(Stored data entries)
● ● ●
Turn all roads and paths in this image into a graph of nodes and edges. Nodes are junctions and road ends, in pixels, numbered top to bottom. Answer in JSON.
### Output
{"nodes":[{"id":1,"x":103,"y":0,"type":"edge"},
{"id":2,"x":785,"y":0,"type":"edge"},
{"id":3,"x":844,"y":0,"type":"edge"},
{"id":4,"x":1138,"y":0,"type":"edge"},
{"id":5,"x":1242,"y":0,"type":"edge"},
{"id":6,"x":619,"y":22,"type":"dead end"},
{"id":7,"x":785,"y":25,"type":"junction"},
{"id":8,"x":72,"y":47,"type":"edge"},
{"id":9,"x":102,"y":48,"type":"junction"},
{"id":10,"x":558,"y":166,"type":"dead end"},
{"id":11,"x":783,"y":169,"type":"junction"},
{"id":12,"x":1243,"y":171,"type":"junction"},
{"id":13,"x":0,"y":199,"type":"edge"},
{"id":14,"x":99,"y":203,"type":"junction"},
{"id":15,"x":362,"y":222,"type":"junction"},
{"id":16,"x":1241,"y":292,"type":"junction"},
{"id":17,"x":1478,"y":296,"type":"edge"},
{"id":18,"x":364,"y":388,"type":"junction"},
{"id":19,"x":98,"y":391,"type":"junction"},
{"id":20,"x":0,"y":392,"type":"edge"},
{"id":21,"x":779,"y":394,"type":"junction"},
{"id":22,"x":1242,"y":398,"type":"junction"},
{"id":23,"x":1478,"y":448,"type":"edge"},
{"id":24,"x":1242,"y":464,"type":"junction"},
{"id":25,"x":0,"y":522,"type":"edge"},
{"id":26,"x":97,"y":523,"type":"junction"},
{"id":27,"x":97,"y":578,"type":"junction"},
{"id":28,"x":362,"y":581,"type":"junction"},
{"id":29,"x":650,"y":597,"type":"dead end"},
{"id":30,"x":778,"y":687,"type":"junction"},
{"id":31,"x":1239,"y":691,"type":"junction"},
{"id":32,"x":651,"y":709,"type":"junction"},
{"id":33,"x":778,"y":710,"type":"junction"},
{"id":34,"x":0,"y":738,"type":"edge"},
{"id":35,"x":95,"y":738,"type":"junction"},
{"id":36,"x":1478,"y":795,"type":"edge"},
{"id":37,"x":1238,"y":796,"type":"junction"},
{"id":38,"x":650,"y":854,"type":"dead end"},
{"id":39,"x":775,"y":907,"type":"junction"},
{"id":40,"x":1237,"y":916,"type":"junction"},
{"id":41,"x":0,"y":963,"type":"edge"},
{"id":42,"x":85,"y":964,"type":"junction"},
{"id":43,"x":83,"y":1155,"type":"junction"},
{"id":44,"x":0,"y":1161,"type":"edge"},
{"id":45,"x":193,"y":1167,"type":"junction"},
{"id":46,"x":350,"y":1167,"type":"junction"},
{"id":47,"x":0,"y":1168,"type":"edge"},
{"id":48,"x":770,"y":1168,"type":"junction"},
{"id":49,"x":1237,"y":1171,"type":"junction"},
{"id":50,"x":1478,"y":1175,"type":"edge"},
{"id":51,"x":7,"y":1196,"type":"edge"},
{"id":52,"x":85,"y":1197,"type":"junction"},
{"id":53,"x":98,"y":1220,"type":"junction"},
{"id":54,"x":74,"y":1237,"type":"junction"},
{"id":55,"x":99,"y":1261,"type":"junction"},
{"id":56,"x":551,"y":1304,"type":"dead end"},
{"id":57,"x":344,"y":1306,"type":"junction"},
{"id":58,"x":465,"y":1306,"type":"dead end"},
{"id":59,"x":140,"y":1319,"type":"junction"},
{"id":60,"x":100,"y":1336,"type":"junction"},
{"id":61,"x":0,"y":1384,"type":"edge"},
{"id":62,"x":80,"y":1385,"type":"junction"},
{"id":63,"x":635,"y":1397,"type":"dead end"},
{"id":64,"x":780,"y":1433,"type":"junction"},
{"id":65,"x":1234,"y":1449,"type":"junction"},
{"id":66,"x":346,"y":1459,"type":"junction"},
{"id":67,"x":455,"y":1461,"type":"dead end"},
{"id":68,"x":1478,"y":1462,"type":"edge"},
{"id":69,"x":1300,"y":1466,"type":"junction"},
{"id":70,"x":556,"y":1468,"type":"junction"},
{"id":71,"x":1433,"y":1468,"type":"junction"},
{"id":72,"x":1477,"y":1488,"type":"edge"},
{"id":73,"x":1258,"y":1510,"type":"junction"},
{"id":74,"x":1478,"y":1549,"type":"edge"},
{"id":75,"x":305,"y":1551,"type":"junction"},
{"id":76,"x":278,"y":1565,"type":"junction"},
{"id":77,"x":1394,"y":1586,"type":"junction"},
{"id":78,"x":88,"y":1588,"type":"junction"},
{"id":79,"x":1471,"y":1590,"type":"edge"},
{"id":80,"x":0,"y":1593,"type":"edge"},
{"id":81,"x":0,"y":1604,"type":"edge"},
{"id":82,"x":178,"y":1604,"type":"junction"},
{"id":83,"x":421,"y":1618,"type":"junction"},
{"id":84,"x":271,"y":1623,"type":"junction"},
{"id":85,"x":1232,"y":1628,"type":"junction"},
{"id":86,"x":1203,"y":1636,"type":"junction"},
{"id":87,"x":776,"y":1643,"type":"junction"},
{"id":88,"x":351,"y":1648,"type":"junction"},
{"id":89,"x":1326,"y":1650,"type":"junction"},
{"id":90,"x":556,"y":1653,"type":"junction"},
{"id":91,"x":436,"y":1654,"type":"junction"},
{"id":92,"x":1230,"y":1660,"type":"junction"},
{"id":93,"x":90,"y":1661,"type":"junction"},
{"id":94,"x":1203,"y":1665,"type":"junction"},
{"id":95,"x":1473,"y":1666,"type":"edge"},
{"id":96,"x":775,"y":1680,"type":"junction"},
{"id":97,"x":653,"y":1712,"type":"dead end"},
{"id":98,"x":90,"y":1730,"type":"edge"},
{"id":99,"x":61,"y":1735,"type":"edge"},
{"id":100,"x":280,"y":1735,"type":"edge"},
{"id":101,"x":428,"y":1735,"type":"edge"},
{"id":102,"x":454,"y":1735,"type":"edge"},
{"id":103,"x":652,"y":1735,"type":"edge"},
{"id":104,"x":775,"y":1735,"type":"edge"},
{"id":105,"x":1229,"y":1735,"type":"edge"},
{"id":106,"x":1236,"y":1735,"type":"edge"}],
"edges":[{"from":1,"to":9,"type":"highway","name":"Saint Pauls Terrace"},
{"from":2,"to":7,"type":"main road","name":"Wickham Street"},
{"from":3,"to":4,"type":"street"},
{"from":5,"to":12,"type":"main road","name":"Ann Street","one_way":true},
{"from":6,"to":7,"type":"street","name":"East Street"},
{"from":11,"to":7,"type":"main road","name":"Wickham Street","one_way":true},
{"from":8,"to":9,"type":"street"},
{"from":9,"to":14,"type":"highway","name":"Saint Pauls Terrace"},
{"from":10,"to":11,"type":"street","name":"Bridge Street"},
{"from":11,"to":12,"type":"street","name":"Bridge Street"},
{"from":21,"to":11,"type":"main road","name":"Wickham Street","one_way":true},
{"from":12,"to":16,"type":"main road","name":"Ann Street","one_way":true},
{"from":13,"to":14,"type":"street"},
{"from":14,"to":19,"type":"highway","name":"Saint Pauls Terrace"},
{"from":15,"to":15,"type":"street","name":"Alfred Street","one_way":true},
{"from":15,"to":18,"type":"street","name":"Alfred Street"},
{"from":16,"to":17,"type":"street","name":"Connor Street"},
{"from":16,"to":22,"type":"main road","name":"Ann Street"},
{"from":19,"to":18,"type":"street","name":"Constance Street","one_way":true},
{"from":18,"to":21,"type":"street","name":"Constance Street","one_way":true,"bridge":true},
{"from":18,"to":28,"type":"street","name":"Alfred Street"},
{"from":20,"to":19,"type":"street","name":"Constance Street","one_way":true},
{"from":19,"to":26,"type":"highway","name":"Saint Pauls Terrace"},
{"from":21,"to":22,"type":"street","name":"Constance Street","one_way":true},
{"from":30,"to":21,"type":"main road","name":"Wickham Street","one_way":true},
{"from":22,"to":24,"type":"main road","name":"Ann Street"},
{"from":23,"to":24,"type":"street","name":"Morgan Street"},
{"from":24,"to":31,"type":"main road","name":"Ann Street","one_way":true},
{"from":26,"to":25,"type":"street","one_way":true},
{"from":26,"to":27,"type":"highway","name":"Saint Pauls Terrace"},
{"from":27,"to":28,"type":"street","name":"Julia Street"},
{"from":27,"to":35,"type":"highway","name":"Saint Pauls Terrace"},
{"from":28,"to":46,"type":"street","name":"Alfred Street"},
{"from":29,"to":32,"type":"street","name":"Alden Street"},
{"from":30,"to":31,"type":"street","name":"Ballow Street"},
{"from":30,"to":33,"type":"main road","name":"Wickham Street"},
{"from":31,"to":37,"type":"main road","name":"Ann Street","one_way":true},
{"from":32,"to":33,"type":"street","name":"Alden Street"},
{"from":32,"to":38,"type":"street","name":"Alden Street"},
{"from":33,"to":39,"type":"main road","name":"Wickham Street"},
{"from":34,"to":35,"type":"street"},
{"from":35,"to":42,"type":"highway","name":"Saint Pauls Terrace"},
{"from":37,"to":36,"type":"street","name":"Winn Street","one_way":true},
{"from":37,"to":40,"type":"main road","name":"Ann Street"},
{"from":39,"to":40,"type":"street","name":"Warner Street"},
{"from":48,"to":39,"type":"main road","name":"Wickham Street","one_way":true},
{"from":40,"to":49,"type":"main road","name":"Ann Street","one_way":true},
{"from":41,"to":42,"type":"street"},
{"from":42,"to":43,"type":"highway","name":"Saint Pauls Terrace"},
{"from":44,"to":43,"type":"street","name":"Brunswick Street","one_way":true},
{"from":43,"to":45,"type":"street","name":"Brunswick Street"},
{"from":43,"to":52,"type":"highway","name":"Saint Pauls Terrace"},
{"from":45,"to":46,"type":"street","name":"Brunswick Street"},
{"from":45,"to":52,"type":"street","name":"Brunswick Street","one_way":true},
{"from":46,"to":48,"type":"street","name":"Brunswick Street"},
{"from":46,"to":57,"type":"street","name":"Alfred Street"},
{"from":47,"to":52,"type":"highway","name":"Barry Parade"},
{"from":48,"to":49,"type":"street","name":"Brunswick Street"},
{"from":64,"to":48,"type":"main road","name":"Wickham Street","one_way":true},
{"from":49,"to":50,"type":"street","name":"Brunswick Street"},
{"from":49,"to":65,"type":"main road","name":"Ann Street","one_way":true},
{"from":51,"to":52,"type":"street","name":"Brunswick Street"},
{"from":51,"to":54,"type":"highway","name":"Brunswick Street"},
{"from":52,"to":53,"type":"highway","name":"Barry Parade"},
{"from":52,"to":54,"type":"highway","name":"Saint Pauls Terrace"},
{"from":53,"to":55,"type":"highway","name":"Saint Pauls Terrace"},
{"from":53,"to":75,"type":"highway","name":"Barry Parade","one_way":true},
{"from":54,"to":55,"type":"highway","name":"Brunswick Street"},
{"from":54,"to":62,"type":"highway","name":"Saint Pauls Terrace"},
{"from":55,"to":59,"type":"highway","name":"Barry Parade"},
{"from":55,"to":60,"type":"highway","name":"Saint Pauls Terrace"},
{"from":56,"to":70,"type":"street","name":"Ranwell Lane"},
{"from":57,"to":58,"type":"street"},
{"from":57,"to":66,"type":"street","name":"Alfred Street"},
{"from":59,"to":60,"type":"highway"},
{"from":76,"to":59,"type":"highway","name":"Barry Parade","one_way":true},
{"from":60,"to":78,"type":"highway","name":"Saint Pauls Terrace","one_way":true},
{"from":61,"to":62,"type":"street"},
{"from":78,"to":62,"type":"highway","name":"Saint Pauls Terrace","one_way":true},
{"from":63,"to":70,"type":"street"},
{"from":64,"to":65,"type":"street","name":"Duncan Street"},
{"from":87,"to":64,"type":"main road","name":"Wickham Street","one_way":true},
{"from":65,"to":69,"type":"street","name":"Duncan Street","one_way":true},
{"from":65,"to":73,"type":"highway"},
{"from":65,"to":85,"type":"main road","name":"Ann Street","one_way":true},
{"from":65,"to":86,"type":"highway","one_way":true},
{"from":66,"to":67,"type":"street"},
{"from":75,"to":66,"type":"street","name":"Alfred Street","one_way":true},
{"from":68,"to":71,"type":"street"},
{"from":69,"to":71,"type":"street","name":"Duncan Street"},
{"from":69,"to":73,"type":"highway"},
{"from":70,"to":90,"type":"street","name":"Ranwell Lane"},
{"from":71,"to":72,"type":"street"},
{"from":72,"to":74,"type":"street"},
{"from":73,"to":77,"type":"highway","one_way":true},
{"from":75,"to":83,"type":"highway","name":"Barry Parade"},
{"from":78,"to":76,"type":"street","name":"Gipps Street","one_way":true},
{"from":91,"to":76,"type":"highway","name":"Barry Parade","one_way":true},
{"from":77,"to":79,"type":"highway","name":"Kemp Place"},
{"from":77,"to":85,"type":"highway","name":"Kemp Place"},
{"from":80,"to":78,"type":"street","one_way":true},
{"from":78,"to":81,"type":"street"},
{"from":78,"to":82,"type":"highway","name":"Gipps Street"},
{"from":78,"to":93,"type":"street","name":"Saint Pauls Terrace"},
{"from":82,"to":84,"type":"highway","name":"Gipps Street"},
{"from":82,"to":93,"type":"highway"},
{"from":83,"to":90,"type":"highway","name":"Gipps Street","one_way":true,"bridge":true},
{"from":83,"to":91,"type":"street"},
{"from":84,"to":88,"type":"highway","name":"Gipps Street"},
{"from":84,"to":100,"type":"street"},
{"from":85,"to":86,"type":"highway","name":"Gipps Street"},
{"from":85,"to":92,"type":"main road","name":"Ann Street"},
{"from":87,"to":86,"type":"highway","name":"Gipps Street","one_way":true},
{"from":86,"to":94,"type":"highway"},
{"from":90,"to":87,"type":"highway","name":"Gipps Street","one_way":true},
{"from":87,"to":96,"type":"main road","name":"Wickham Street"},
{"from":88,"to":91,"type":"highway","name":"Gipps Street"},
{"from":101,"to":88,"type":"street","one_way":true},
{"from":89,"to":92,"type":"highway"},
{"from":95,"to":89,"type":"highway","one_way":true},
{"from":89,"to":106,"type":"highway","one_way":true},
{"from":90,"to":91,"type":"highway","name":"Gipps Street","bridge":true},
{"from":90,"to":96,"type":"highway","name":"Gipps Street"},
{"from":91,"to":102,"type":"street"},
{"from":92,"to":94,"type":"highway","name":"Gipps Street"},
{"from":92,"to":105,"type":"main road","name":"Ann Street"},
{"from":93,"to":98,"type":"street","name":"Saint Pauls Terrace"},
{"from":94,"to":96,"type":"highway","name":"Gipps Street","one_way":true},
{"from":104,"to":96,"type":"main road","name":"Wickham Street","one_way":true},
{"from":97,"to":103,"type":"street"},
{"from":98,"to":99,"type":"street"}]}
● ● ●
■ **INSTRUCTIONS TO FOLLOW**: Check each line of these records for the string "Alfred" and state only how many lines have it.

■ **RESULT BELOW**: 7